Exercise — For every entry that follows, return an identical copy.

──────── Dataset content

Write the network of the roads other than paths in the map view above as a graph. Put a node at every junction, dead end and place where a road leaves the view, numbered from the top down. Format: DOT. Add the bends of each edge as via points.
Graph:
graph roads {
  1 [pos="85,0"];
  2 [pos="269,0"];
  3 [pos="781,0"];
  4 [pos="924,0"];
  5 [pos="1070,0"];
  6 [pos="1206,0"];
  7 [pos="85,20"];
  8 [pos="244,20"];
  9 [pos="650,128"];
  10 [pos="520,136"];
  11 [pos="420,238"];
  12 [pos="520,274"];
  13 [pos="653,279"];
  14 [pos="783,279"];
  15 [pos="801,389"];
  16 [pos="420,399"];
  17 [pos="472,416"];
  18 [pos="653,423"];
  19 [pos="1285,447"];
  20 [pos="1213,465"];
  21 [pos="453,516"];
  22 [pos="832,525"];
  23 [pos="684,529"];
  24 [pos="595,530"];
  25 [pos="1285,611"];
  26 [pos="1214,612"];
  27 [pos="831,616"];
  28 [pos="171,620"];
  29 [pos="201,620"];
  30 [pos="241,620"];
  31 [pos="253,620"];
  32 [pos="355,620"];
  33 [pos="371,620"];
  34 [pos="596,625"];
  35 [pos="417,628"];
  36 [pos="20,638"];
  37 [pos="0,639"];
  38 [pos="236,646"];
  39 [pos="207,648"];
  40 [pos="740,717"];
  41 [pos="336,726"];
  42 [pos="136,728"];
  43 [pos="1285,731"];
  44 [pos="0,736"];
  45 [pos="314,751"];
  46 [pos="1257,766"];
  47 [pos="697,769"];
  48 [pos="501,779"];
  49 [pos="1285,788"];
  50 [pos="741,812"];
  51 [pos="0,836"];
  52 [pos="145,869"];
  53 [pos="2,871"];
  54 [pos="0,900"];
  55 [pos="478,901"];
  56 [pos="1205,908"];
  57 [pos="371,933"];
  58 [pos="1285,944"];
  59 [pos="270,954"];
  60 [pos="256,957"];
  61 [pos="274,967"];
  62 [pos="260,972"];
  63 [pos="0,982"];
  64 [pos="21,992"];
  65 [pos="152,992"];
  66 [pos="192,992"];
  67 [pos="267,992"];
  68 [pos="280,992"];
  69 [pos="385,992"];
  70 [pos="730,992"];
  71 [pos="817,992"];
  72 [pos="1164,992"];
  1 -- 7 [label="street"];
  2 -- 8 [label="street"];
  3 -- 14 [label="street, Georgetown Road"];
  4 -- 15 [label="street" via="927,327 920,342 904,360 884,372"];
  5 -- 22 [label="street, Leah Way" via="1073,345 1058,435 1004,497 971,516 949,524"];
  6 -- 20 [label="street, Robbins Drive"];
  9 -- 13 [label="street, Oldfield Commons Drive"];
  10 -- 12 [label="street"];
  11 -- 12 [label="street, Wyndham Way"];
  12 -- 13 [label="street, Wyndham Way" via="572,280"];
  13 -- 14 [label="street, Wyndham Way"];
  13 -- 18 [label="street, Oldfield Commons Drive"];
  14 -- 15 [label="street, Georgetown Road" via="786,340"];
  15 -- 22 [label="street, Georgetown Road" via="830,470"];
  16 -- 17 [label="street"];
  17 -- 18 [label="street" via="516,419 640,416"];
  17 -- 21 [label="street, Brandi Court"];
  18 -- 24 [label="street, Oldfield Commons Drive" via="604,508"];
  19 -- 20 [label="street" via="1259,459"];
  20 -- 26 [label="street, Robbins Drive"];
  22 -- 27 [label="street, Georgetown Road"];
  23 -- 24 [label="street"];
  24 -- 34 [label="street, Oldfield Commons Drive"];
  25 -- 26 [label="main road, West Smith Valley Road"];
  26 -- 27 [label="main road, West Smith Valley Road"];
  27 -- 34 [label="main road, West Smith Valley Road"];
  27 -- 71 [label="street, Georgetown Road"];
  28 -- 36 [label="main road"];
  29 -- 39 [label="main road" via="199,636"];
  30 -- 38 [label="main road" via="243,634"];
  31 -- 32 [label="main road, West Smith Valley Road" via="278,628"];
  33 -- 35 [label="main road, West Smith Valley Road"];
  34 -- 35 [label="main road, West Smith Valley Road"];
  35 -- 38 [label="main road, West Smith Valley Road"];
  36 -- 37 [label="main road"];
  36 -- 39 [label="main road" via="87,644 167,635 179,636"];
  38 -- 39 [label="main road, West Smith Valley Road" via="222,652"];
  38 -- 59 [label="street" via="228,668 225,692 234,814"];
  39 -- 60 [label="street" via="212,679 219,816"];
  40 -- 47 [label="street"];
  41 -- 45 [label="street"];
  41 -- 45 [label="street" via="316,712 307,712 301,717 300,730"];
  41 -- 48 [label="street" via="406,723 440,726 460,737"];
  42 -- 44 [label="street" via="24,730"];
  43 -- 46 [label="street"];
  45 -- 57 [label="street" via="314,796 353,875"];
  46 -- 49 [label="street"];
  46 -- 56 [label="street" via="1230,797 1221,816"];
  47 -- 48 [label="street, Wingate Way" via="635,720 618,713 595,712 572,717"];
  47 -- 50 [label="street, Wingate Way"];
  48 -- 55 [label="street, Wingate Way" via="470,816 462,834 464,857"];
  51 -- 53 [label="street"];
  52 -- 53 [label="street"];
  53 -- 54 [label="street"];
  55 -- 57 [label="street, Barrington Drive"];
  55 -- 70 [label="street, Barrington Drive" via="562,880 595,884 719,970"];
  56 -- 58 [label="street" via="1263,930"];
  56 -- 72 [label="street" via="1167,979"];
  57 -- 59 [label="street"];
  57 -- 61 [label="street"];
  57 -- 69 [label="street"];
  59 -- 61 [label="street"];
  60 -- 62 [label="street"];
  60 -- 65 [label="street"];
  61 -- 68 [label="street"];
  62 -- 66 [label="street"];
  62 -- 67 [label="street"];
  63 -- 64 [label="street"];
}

────────────────

Exercise answer —
Write the network of the roads other than paths in the map view above as a graph. Put a node at every junction, dead end and place where a road leaves the view, numbered from the top down. Format: DOT. Add the bends of each edge as via points.
Graph:
graph roads {
  1 [pos="85,0"];
  2 [pos="269,0"];
  3 [pos="781,0"];
  4 [pos="924,0"];
  5 [pos="1070,0"];
  6 [pos="1206,0"];
  7 [pos="85,20"];
  8 [pos="244,20"];
  9 [pos="650,128"];
  10 [pos="520,136"];
  11 [pos="420,238"];
  12 [pos="520,274"];
  13 [pos="653,279"];
  14 [pos="783,279"];
  15 [pos="801,389"];
  16 [pos="420,399"];
  17 [pos="472,416"];
  18 [pos="653,423"];
  19 [pos="1285,447"];
  20 [pos="1213,465"];
  21 [pos="453,516"];
  22 [pos="832,525"];
  23 [pos="684,529"];
  24 [pos="595,530"];
  25 [pos="1285,611"];
  26 [pos="1214,612"];
  27 [pos="831,616"];
  28 [pos="171,620"];
  29 [pos="201,620"];
  30 [pos="241,620"];
  31 [pos="253,620"];
  32 [pos="355,620"];
  33 [pos="371,620"];
  34 [pos="596,625"];
  35 [pos="417,628"];
  36 [pos="20,638"];
  37 [pos="0,639"];
  38 [pos="236,646"];
  39 [pos="207,648"];
  40 [pos="740,717"];
  41 [pos="336,726"];
  42 [pos="136,728"];
  43 [pos="1285,731"];
  44 [pos="0,736"];
  45 [pos="314,751"];
  46 [pos="1257,766"];
  47 [pos="697,769"];
  48 [pos="501,779"];
  49 [pos="1285,788"];
  50 [pos="741,812"];
  51 [pos="0,836"];
  52 [pos="145,869"];
  53 [pos="2,871"];
  54 [pos="0,900"];
  55 [pos="478,901"];
  56 [pos="1205,908"];
  57 [pos="371,933"];
  58 [pos="1285,944"];
  59 [pos="270,954"];
  60 [pos="256,957"];
  61 [pos="274,967"];
  62 [pos="260,972"];
  63 [pos="0,982"];
  64 [pos="21,992"];
  65 [pos="152,992"];
  66 [pos="192,992"];
  67 [pos="267,992"];
  68 [pos="280,992"];
  69 [pos="385,992"];
  70 [pos="730,992"];
  71 [pos="817,992"];
  72 [pos="1164,992"];
  1 -- 7 [label="street"];
  2 -- 8 [label="street"];
  3 -- 14 [label="street, Georgetown Road"];
  4 -- 15 [label="street" via="927,327 920,342 904,360 884,372"];
  5 -- 22 [label="street, Leah Way" via="1073,345 1058,435 1004,497 971,516 949,524"];
  6 -- 20 [label="street, Robbins Drive"];
  9 -- 13 [label="street, Oldfield Commons Drive"];
  10 -- 12 [label="street"];
  11 -- 12 [label="street, Wyndham Way"];
  12 -- 13 [label="street, Wyndham Way" via="572,280"];
  13 -- 14 [label="street, Wyndham Way"];
  13 -- 18 [label="street, Oldfield Commons Drive"];
  14 -- 15 [label="street, Georgetown Road" via="786,340"];
  15 -- 22 [label="street, Georgetown Road" via="830,470"];
  16 -- 17 [label="street"];
  17 -- 18 [label="street" via="516,419 640,416"];
  17 -- 21 [label="street, Brandi Court"];
  18 -- 24 [label="street, Oldfield Commons Drive" via="604,508"];
  19 -- 20 [label="street" via="1259,459"];
  20 -- 26 [label="street, Robbins Drive"];
  22 -- 27 [label="street, Georgetown Road"];
  23 -- 24 [label="street"];
  24 -- 34 [label="street, Oldfield Commons Drive"];
  25 -- 26 [label="main road, West Smith Valley Road"];
  26 -- 27 [label="main road, West Smith Valley Road"];
  27 -- 34 [label="main road, West Smith Valley Road"];
  27 -- 71 [label="street, Georgetown Road"];
  28 -- 36 [label="main road"];
  29 -- 39 [label="main road" via="199,636"];
  30 -- 38 [label="main road" via="243,634"];
  31 -- 32 [label="main road, West Smith Valley Road" via="278,628"];
  33 -- 35 [label="main road, West Smith Valley Road"];
  34 -- 35 [label="main road, West Smith Valley Road"];
  35 -- 38 [label="main road, West Smith Valley Road"];
  36 -- 37 [label="main road"];
  36 -- 39 [label="main road" via="87,644 167,635 179,636"];
  38 -- 39 [label="main road, West Smith Valley Road" via="222,652"];
  38 -- 59 [label="street" via="228,668 225,692 234,814"];
  39 -- 60 [label="street" via="212,679 219,816"];
  40 -- 47 [label="street"];
  41 -- 45 [label="street"];
  41 -- 45 [label="street" via="316,712 307,712 301,717 300,730"];
  41 -- 48 [label="street" via="406,723 440,726 460,737"];
  42 -- 44 [label="street" via="24,730"];
  43 -- 46 [label="street"];
  45 -- 57 [label="street" via="314,796 353,875"];
  46 -- 49 [label="street"];
  46 -- 56 [label="street" via="1230,797 1221,816"];
  47 -- 48 [label="street, Wingate Way" via="635,720 618,713 595,712 572,717"];
  47 -- 50 [label="street, Wingate Way"];
  48 -- 55 [label="street, Wingate Way" via="470,816 462,834 464,857"];
  51 -- 53 [label="street"];
  52 -- 53 [label="street"];
  53 -- 54 [label="street"];
  55 -- 57 [label="street, Barrington Drive"];
  55 -- 70 [label="street, Barrington Drive" via="562,880 595,884 719,970"];
  56 -- 58 [label="street" via="1263,930"];
  56 -- 72 [label="street" via="1167,979"];
  57 -- 59 [label="street"];
  57 -- 61 [label="street"];
  57 -- 69 [label="street"];
  59 -- 61 [label="street"];
  60 -- 62 [label="street"];
  60 -- 65 [label="street"];
  61 -- 68 [label="street"];
  62 -- 66 [label="street"];
  62 -- 67 [label="street"];
  63 -- 64 [label="street"];
}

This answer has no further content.